Ex-judges: Government should ‘hold the prime minister’ responsible for ensuring more offenders are exonerated

Former judges are calling for the creation of a Commission of Inquiry to examine how many Canadians were wrongly convicted of murder. Two past B.C. provincial supreme court judges — Patricia Boyd, a Queen’s…

Ex-judges: Government should 'hold the prime minister' responsible for ensuring more offenders are exonerated

Former judges are calling for the creation of a Commission of Inquiry to examine how many Canadians were wrongly convicted of murder.

Two past B.C. provincial supreme court judges — Patricia Boyd, a Queen’s Bench judge for 26 years, and Justice Leela Aheer, who served on the B.C. Court of Appeal for seven years — issued a broad-ranging critique of Canada’s justice system in the run-up to the provincial election scheduled for Thursday.

In their open letter, the two former judges say the issue is “emotionally important,” adding “so many citizens, bereft of justice, have been forced to suffer in silence.”

They call on the government to establish the commission and are urging Prime Minister Justin Trudeau’s government to also include the matter in its policy dialogue aimed at achieving “major systemic reform” in the justice system.

Both judges urged all citizens, particularly those who suffer wrongful convictions, to pressure the government to help them achieve justice.

“There must be some human rights framework for these people, somewhere in the justice system, or a person who has been wrongfully convicted will suffer the most in silence,” the letter reads.

A 30-year-old man named Tahquak Malhi, who was convicted of the murder of Daniel Kennedy in northern B.C. in 1989, has already gone to court in an attempt to sue the Canadian federal government for money damages.
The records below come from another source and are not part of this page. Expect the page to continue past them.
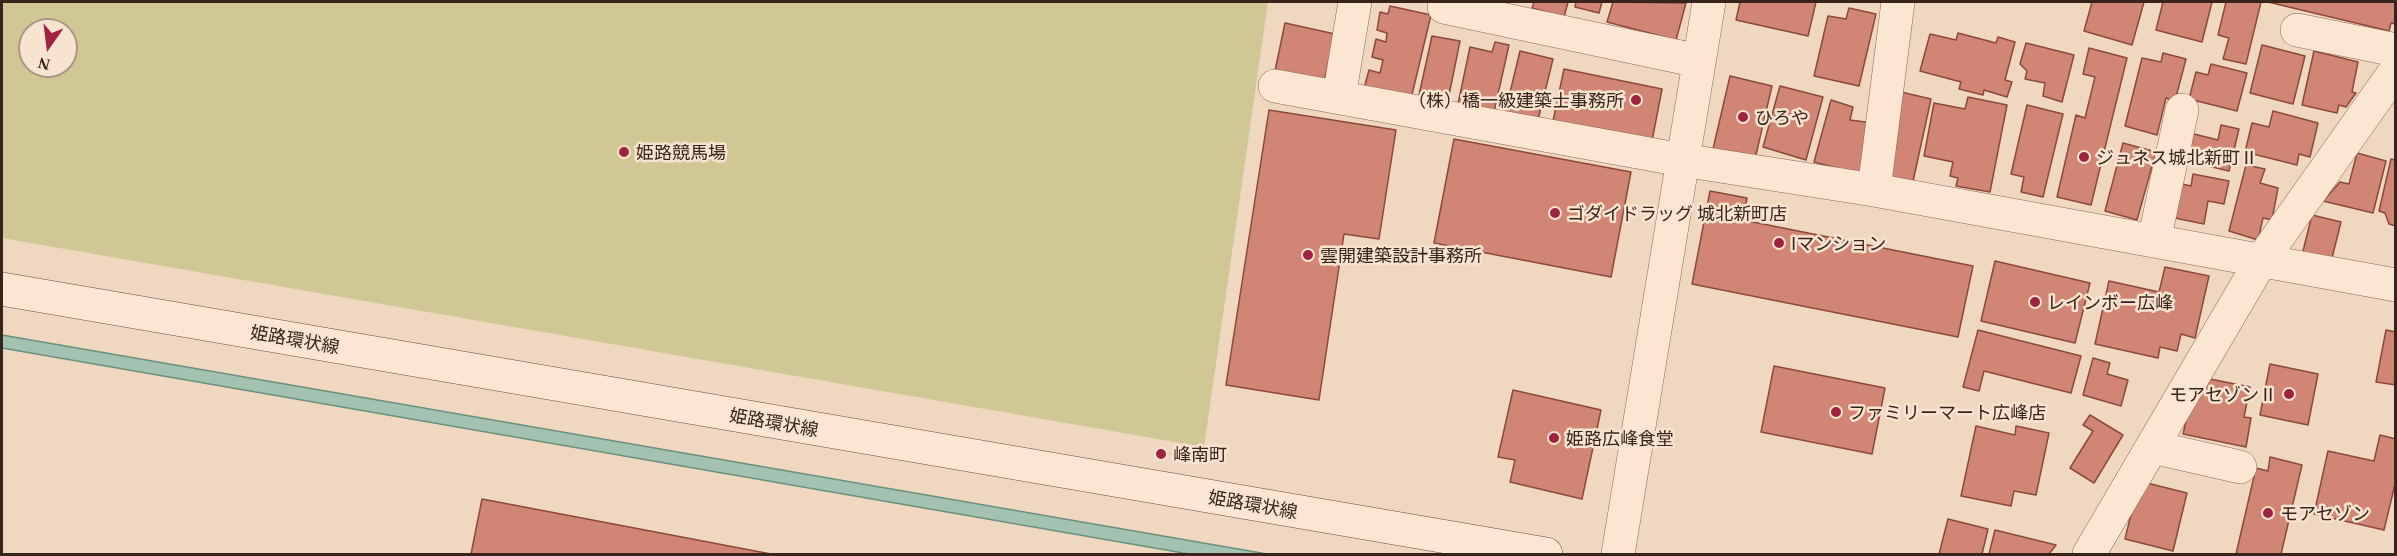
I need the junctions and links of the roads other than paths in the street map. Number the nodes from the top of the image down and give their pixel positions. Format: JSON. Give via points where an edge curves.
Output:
{"nodes":[{"id":1,"x":1355,"y":2,"type":"edge"},
{"id":2,"x":1709,"y":2,"type":"edge"},
{"id":3,"x":1898,"y":2,"type":"edge"},
{"id":4,"x":1444,"y":7,"type":"dead end"},
{"id":5,"x":2297,"y":30,"type":"dead end"},
{"id":6,"x":2396,"y":50,"type":"edge"},
{"id":7,"x":1699,"y":62,"type":"junction"},
{"id":8,"x":2396,"y":70,"type":"edge"},
{"id":9,"x":1275,"y":86,"type":"dead end"},
{"id":10,"x":1339,"y":97,"type":"junction"},
{"id":11,"x":2182,"y":111,"type":"dead end"},
{"id":12,"x":1683,"y":160,"type":"junction"},
{"id":13,"x":1874,"y":190,"type":"junction"},
{"id":14,"x":2154,"y":241,"type":"junction"},
{"id":15,"x":2261,"y":261,"type":"junction"},
{"id":16,"x":2396,"y":285,"type":"edge"},
{"id":17,"x":2,"y":289,"type":"edge"},
{"id":18,"x":2152,"y":447,"type":"junction"},
{"id":19,"x":2240,"y":466,"type":"dead end"},
{"id":20,"x":1546,"y":555,"type":"edge"},
{"id":21,"x":1618,"y":555,"type":"edge"},
{"id":22,"x":2089,"y":555,"type":"edge"}],
"edges":[{"from":1,"to":10,"type":"street"},
{"from":2,"to":7,"type":"street"},
{"from":3,"to":13,"type":"street"},
{"from":4,"to":7,"type":"street"},
{"from":5,"to":6,"type":"street"},
{"from":7,"to":12,"type":"street"},
{"from":8,"to":15,"type":"street"},
{"from":9,"to":10,"type":"street"},
{"from":10,"to":12,"type":"street"},
{"from":11,"to":14,"type":"street"},
{"from":12,"to":13,"type":"street"},
{"from":12,"to":21,"type":"street"},
{"from":13,"to":14,"type":"street"},
{"from":14,"to":15,"type":"street"},
{"from":15,"to":16,"type":"street"},
{"from":15,"to":18,"type":"street"},
{"from":17,"to":20,"type":"street","name":"姫路環状線"},
{"from":18,"to":19,"type":"street"},
{"from":18,"to":22,"type":"street"}]}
He has filed a report of the findings of a 2015 investigation conducted by former Ontario Provincial Police superintendent David Willman, which noted that Malhi’s conviction was wrongfully based on the evidence of a questionable witness who cannot be identified.

This month, the Canadian Crime Victims’ Network, which represents 14,000 Canadians, called on Ottawa to establish a national process for compensation for those who have been wrongfully convicted.